Green Book

4.5

Green Book (USA / 12A / 129 mins)

 

In short: A page turner

 

Directed by Peter Farrelly. Starring Viggo Mortensen, Mahershala Ali, Linda Cardellini.

 

The Plot: New York, 1962. Tony (Viggo Mortensen) is an Italian-American wise guy who works at a nightclub. He’s known to be handy when things get heated between customers. With the club shutting down for renovations for two months, Tony goes looking for temporary work. Or rather work comes looking for him. He attends an interview with doctor and noted concert pianist Don (Mahershala Ali). Don is undertaking an extensive 8-week tour of the Deep South, where he’ll be playing at a number of fine establishments along with his support players. He needs a driver and companion to accompany him, someone who can flex his muscles and his brain if trouble comes calling in the segregated Deep South. Tony takes the job, leaving his wife Dolores (Linda Cardellini) behind for now. They hit the road, whereupon they discover that their chalk and cheese personalities have more in common than they think…

 

The Verdict: Sometimes noted comedy directors can genuinely surprise us when they take on something more weighty and ambitious. Adam McKay certainly did with The Big Short and more recently Vice. Who’d have thought that one half of the Farrelly Brothers had it him to mature from gross-out comedies to a touching and perceptive dramatic film like Green Book? Peter Farrelly has branched out on his own with this true-life story, the kind that Oscar voters will admire for its outstanding performances and powerful message about tolerance in a sadly still racially divided America. However, this is no mere Oscar-baiting film. Instead, it’s a lovely character portrait of two very different men on a road trip who find common ground. It doesn’t need Oscar nominations to prop it up or convince audiences to see it.
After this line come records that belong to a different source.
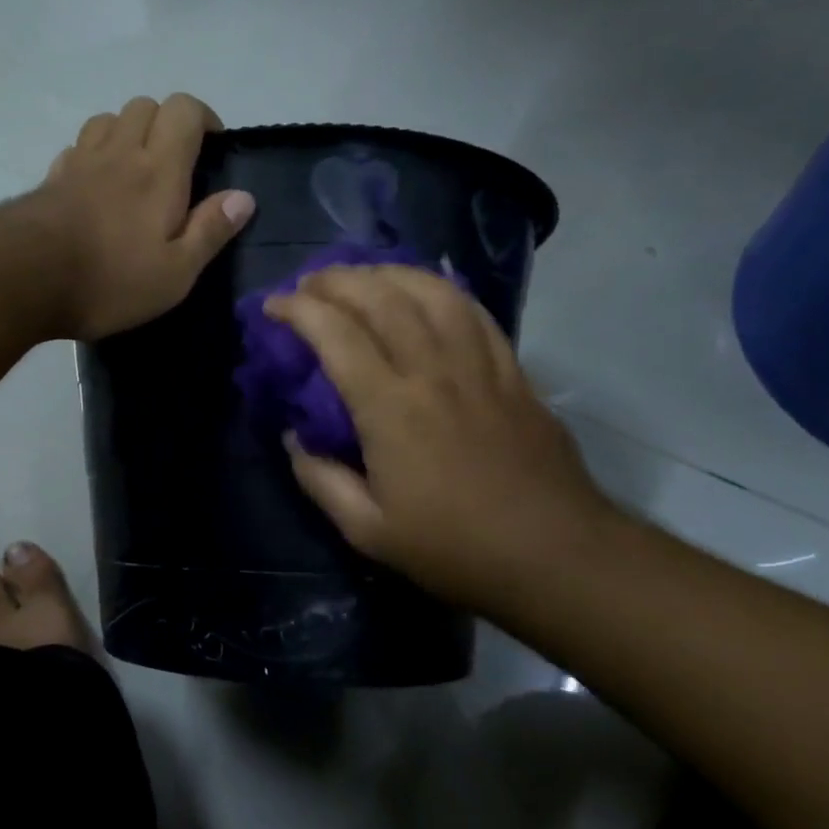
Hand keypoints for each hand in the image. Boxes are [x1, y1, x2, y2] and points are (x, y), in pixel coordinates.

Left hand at [30, 95, 255, 339]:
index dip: (203, 118)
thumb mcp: (175, 272)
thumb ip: (210, 231)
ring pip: (107, 119)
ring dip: (127, 132)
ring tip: (135, 169)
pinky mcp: (51, 179)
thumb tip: (243, 197)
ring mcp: (80, 162)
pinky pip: (77, 148)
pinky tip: (95, 185)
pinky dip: (93, 154)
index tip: (213, 147)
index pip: (184, 109)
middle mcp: (120, 152)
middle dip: (166, 123)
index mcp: (159, 170)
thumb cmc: (110, 280)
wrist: (25, 278)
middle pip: (144, 105)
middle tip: (175, 163)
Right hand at [265, 265, 617, 611]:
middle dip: (337, 279)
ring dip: (389, 273)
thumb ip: (320, 480)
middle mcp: (434, 371)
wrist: (555, 555)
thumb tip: (294, 439)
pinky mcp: (513, 372)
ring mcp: (480, 366)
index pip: (336, 334)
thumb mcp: (367, 531)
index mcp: (391, 408)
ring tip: (362, 276)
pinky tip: (426, 292)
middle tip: (309, 283)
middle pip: (382, 298)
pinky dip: (441, 290)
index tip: (273, 305)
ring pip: (432, 292)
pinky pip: (474, 312)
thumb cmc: (454, 547)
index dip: (298, 310)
The script, by Farrelly, Brian Hayes Currie and Nick Vallelonga (son of Tony) is essentially a two-hander that initially zeroes in on how different these men are from each other. They’re separated by race, class, culture and family status. Tony is a casual racist, who throws out glasses used by the African-American men who work in his Bronx family apartment. He’s a bit of a slob too, regularly stuffing his face with food and using colourful language. He’s a family man of the world, knows how it works and how to use it to his advantage. Don, on the other hand, has isolated himself inside his ivory tower. He’s refined and regal, a gentleman who wants to make a point by travelling through the Deep South to change white people’s perceptions. He also has little knowledge of his own culture’s music and is distant from his family.
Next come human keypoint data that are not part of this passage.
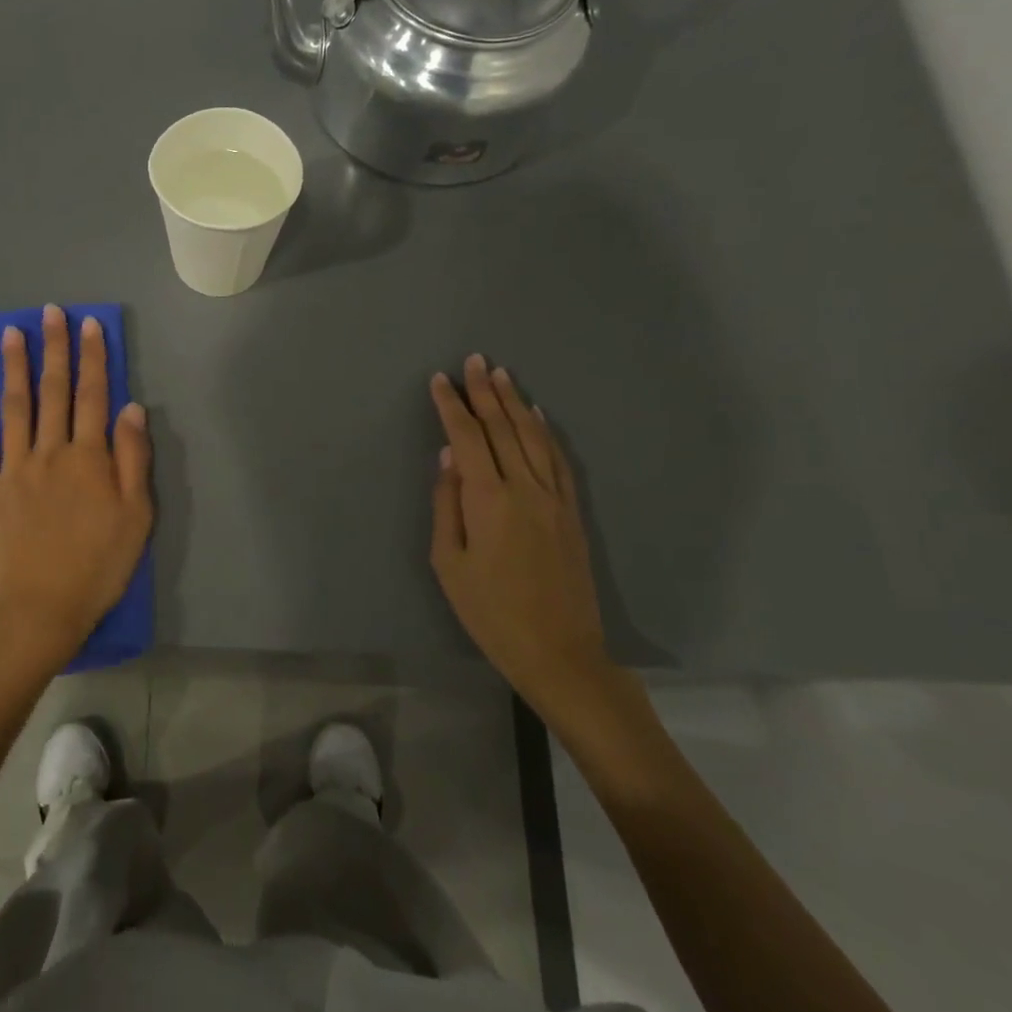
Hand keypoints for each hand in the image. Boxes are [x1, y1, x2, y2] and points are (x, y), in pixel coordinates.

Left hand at [0, 304, 152, 674]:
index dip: (93, 358)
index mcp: (89, 458)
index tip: (89, 325)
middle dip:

That’s a potentially explosive combination for a road movie, but the best road movies are about people changing over the course of the journey. Not completely of course, but enough to suggest that these two disparate characters learn from each other for the better. That’s what so skilfully achieved in this script, which deftly balances out humour, poignancy, strength of character and recoiling horror at the ugly face of institutional racism. It’s done so delicately that one doesn’t even notice the subtle tonal shifts when the script requires it. Mortensen and Ali respond in kind to the script, summoning the kind of well-judged performances we’ve come to expect from them. Then they impress even more by layering their performances with complexity and a warm, fuzzy sense of humour about them.

Farrelly has really outdone himself here. He’s made a message movie that doesn’t feel the need to ram its point home with a sledgehammer. Instead, he uses a pickaxe to chip away at racism, exposing its ugliness enough to make his point that we’re all united by one thing – our common humanity. Along with lots of laughs of course. Green Book is serious when it needs to be, but this is a funnier film than it sounds. It’s sophisticated comedy though, which shows a maturity on Farrelly’s part to move on from juvenile 90s jokes. With two actors at the top of their game, an excellent, nuanced script and sterling direction, Green Book is a page turner that comes highly recommended.